Exercise directions:
Among the records below, find the line with "Which roads connect" and the line with "Write the network". Set down both and every line between, exactly and with no pictures, but nothing else.

[Collected data entries]
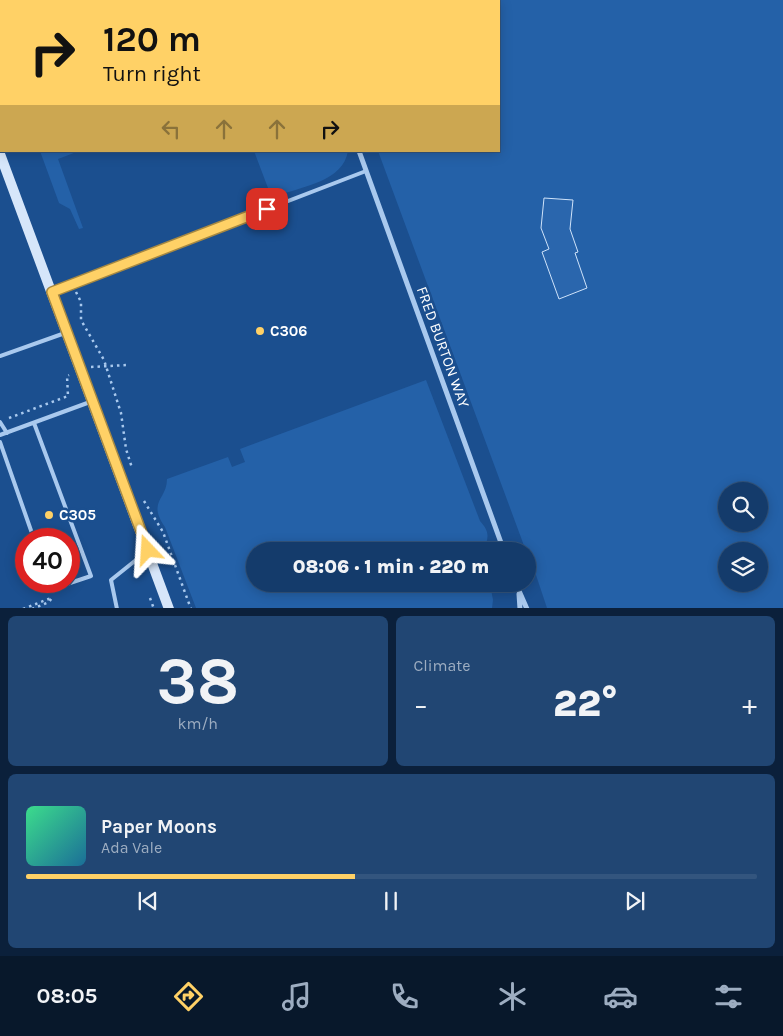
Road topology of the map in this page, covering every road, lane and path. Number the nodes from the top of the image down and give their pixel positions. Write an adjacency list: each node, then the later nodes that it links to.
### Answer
1 (359, 152): 3 (street, FRED BURTON WAY)
2 (0, 154): 5 (street)
3 (366, 171): 4 (lane); 22 (street, FRED BURTON WAY)
4 (72, 284): 5 (lane); 8 (path)
5 (52, 292): 6 (street)
6 (67, 332): 7 (lane); 10 (street)
7 (0, 356)
8 (105, 365): 9 (path); 10 (path); 18 (path)
9 (127, 365)
10 (81, 370): 11 (street); 12 (path)
11 (92, 401): 14 (lane); 24 (street)
12 (5, 414)
13 (0, 422): 15 (lane)
14 (34, 423): 15 (lane); 21 (lane)
15 (8, 432): 16 (lane)
16 (0, 435)
17 (0, 442): 20 (lane)
18 (132, 469)
19 (142, 497): 34 (path)
20 (30, 528)
21 (73, 528)
22 (501, 542)
23 (80, 546): 25 (lane)
24 (148, 550): 31 (lane); 33 (street)
25 (80, 580)
26 (147, 591): 32 (path)
27 (519, 592): 35 (street)
28 (519, 592): 36 (street)
29 (54, 593): 30 (path)
30 (34, 608)
31 (117, 608)
32 (154, 608)
33 (169, 608)
34 (191, 608)
35 (520, 608)
36 (527, 608)

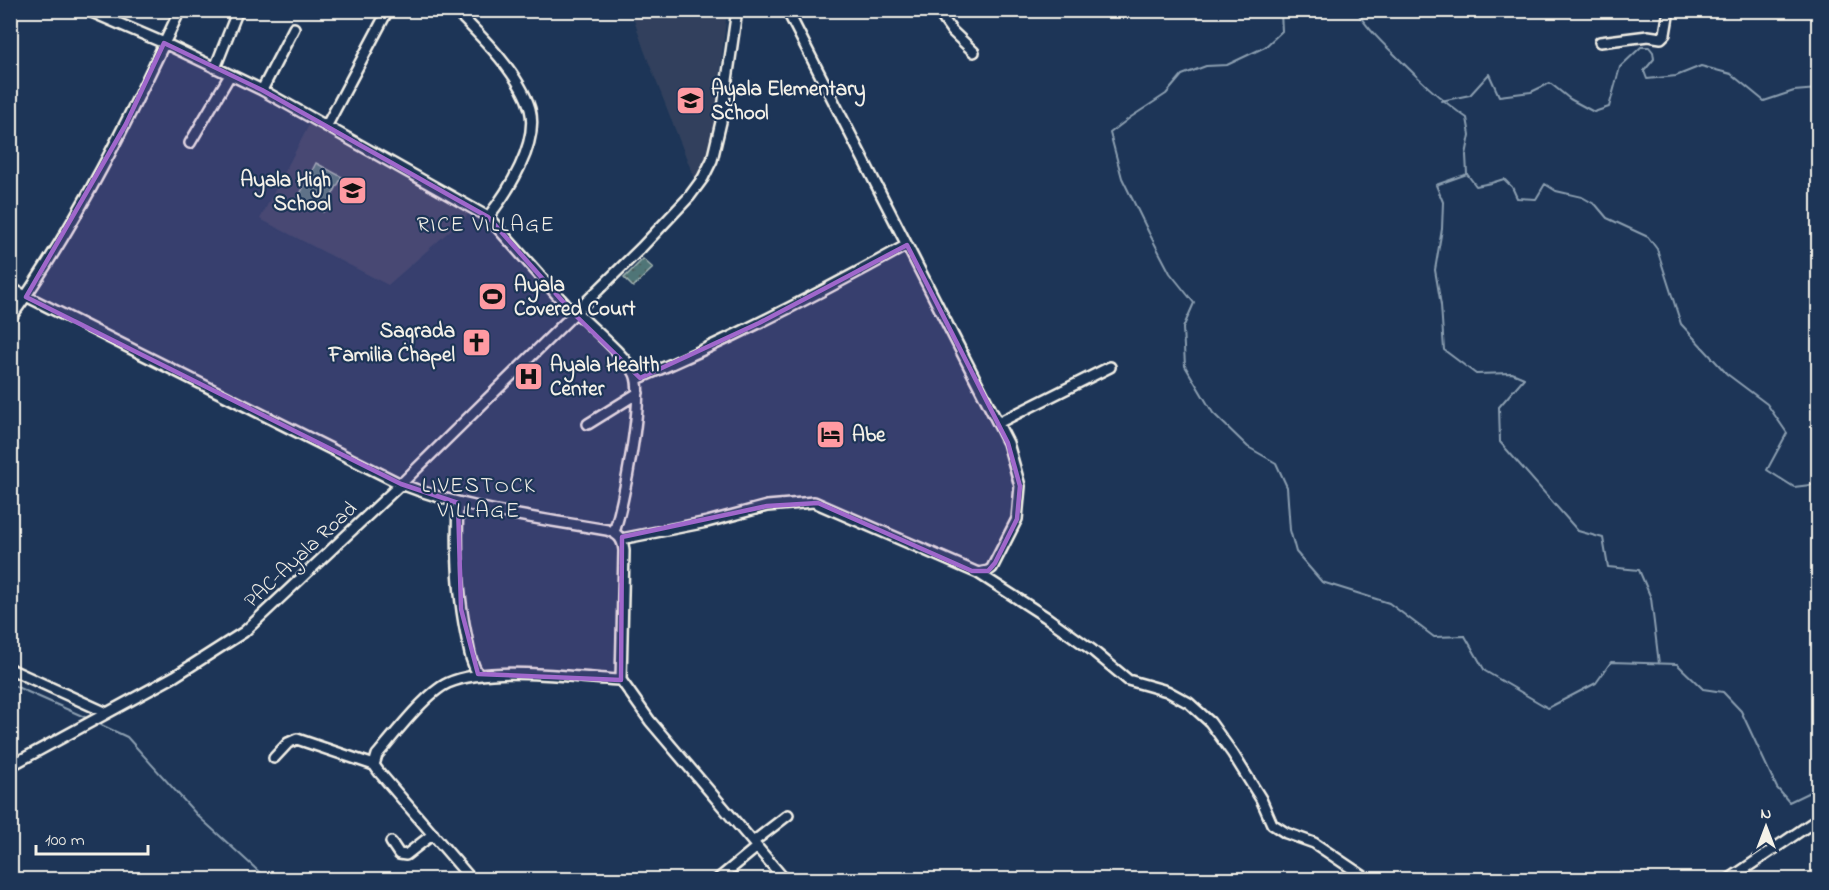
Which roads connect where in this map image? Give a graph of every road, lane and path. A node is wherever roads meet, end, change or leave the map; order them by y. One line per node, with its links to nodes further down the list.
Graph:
1 (87, 10): 12 (street)
2 (180, 10): 12 (street)
3 (238, 10): 14 (street)
4 (388, 10): 17 (street)
5 (455, 10): 19 (street)
6 (737, 10): 23 (street, PAC-Ayala Road)
7 (787, 10): 20 (street)
8 (937, 10): 13 (street)
9 (1669, 10): 11 (street)
10 (294, 28): 16 (street)
11 (1600, 42)
12 (164, 43): 14 (street); 22 (street)
13 (974, 52)
14 (215, 68): 15 (street)
15 (230, 75): 16 (street); 18 (street)
16 (262, 90): 17 (street)
17 (327, 125): 19 (street)
18 (189, 143)
19 (488, 217): 23 (street)
20 (907, 245): 26 (street); 28 (street)
21 (10, 288): 22 (street)
22 (26, 297): 24 (street); 30 (street)
23 (574, 312): 26 (street); 30 (street, PAC-Ayala Road)
24 (10, 319)
25 (1110, 367): 28 (street)
26 (637, 379): 27 (street)
27 (638, 393): 29 (street); 32 (street)
28 (998, 423): 33 (street)
29 (588, 424)
30 (401, 484): 31 (street); 37 (street, PAC-Ayala Road)
31 (458, 503): 32 (street); 35 (street)
32 (617, 535): 33 (street); 36 (street)
33 (978, 573): 49 (street)
34 (10, 669): 37 (street)
35 (478, 674): 36 (street); 39 (street)
36 (621, 680): 45 (street)
37 (104, 714): 40 (street, PAC-Ayala Road)
38 (274, 758): 39 (street)
39 (374, 765): 43 (street)
40 (10, 766)
41 (788, 815): 45 (street)
42 (1818, 819): 50 (street)
43 (433, 834): 44 (street); 46 (street)
44 (390, 842)
45 (755, 844): 47 (street); 48 (street)
46 (472, 879)
47 (717, 879)
48 (785, 879)
49 (1368, 879)
50 (1728, 879)

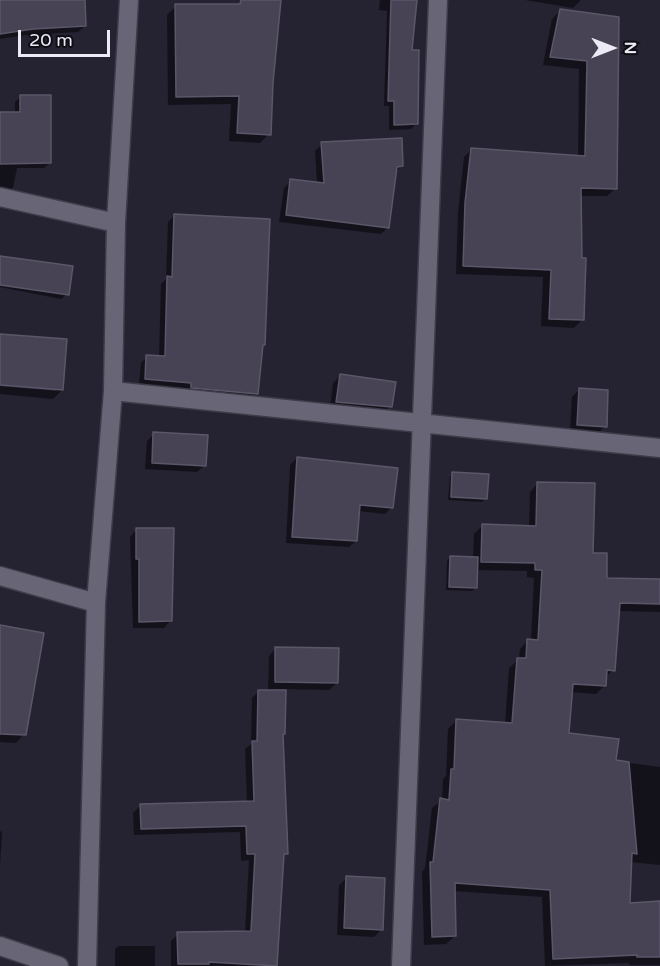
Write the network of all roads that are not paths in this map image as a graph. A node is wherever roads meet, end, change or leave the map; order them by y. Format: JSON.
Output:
{"nodes":[{"id":1,"x":129,"y":0,"type":"edge"},
{"id":2,"x":438,"y":0,"type":"edge"},
{"id":3,"x":0,"y":197,"type":"edge"},
{"id":4,"x":116,"y":223,"type":"junction"},
{"id":5,"x":113,"y":391,"type":"junction"},
{"id":6,"x":423,"y":423,"type":"junction"},
{"id":7,"x":660,"y":448,"type":"edge"},
{"id":8,"x":0,"y":576,"type":"edge"},
{"id":9,"x":96,"y":603,"type":"junction"},
{"id":10,"x":0,"y":946,"type":"edge"},
{"id":11,"x":59,"y":966,"type":"edge"},
{"id":12,"x":87,"y":966,"type":"edge"},
{"id":13,"x":401,"y":966,"type":"edge"}],
"edges":[{"from":1,"to":4,"type":"street"},
{"from":2,"to":6,"type":"street"},
{"from":3,"to":4,"type":"street"},
{"from":4,"to":5,"type":"street"},
{"from":5,"to":6,"type":"street"},
{"from":5,"to":9,"type":"street"},
{"from":6,"to":7,"type":"street"},
{"from":6,"to":13,"type":"street"},
{"from":8,"to":9,"type":"street"},
{"from":9,"to":12,"type":"street"},
{"from":10,"to":11,"type":"street"}]}
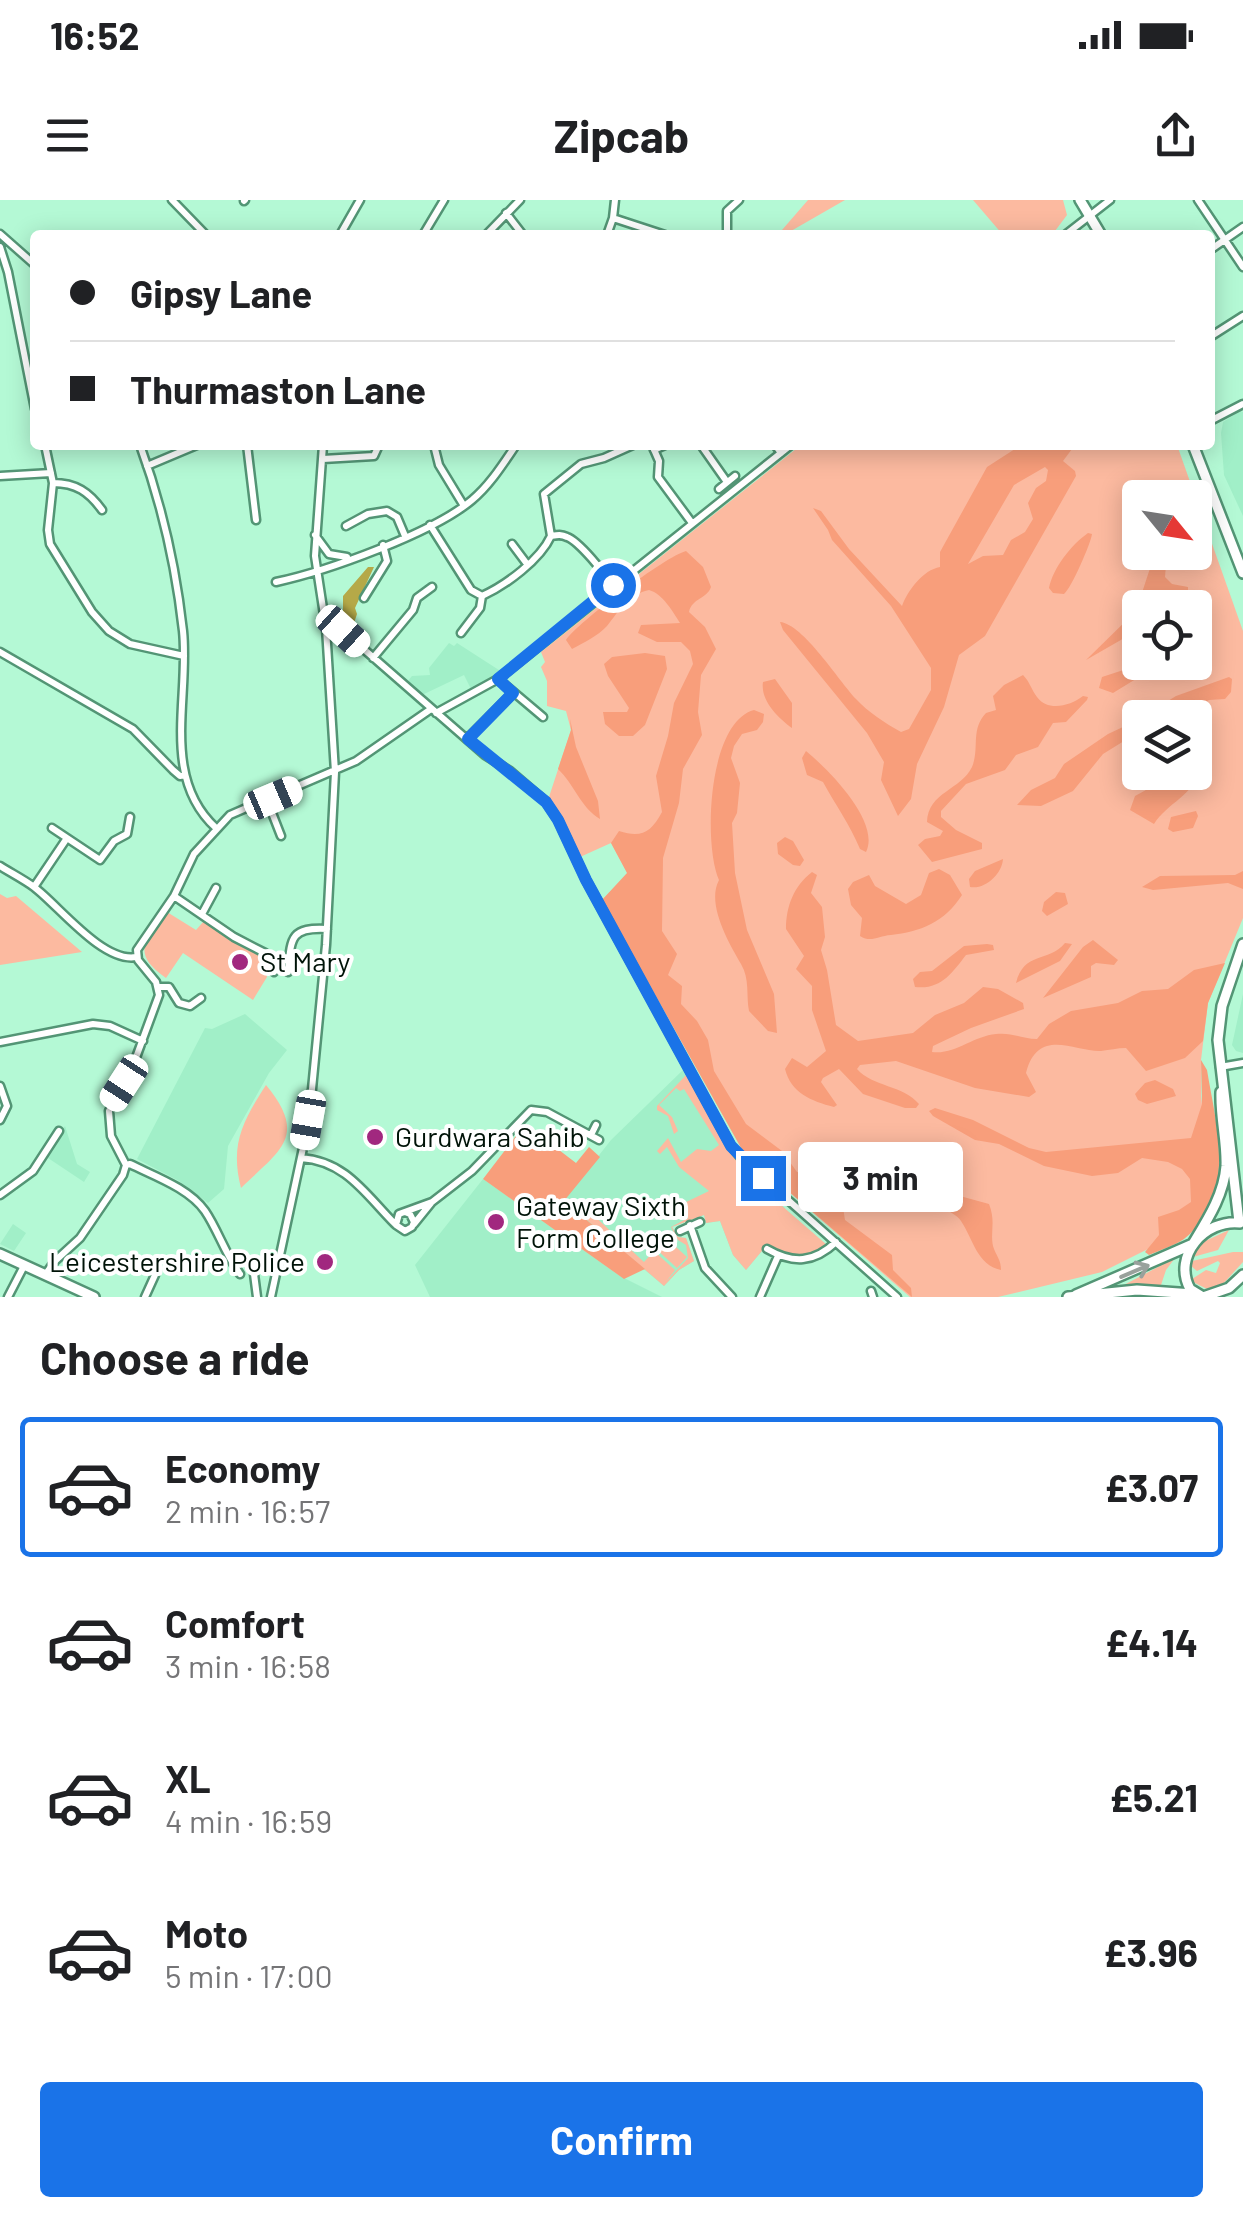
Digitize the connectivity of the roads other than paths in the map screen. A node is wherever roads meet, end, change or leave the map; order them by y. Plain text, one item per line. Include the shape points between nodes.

Your response:
Which roads connect where in this map image? Give a graph of every road, lane and path. A node is wherever roads meet, end, change or leave the map; order them by y. One line per node, with its links to nodes further down the list.
Graph:
1 (87, 10): 12 (street)
2 (180, 10): 12 (street)
3 (238, 10): 14 (street)
4 (388, 10): 17 (street)
5 (455, 10): 19 (street)
6 (737, 10): 23 (street, PAC-Ayala Road)
7 (787, 10): 20 (street)
8 (937, 10): 13 (street)
9 (1669, 10): 11 (street)
10 (294, 28): 16 (street)
11 (1600, 42)
12 (164, 43): 14 (street); 22 (street)
13 (974, 52)
14 (215, 68): 15 (street)
15 (230, 75): 16 (street); 18 (street)
16 (262, 90): 17 (street)
17 (327, 125): 19 (street)
18 (189, 143)
19 (488, 217): 23 (street)
20 (907, 245): 26 (street); 28 (street)
21 (10, 288): 22 (street)
22 (26, 297): 24 (street); 30 (street)
23 (574, 312): 26 (street); 30 (street, PAC-Ayala Road)
24 (10, 319)
25 (1110, 367): 28 (street)
26 (637, 379): 27 (street)
27 (638, 393): 29 (street); 32 (street)
28 (998, 423): 33 (street)
29 (588, 424)
30 (401, 484): 31 (street); 37 (street, PAC-Ayala Road)
31 (458, 503): 32 (street); 35 (street)
32 (617, 535): 33 (street); 36 (street)
33 (978, 573): 49 (street)
34 (10, 669): 37 (street)
35 (478, 674): 36 (street); 39 (street)
36 (621, 680): 45 (street)
37 (104, 714): 40 (street, PAC-Ayala Road)
38 (274, 758): 39 (street)
39 (374, 765): 43 (street)
40 (10, 766)
41 (788, 815): 45 (street)
42 (1818, 819): 50 (street)
43 (433, 834): 44 (street); 46 (street)
44 (390, 842)
45 (755, 844): 47 (street); 48 (street)
46 (472, 879)
47 (717, 879)
48 (785, 879)
49 (1368, 879)
50 (1728, 879)

Write the network of all roads that are not paths in this map image as a graph. A node is wherever roads meet, end, change or leave the map; order them by y. Format: JSON.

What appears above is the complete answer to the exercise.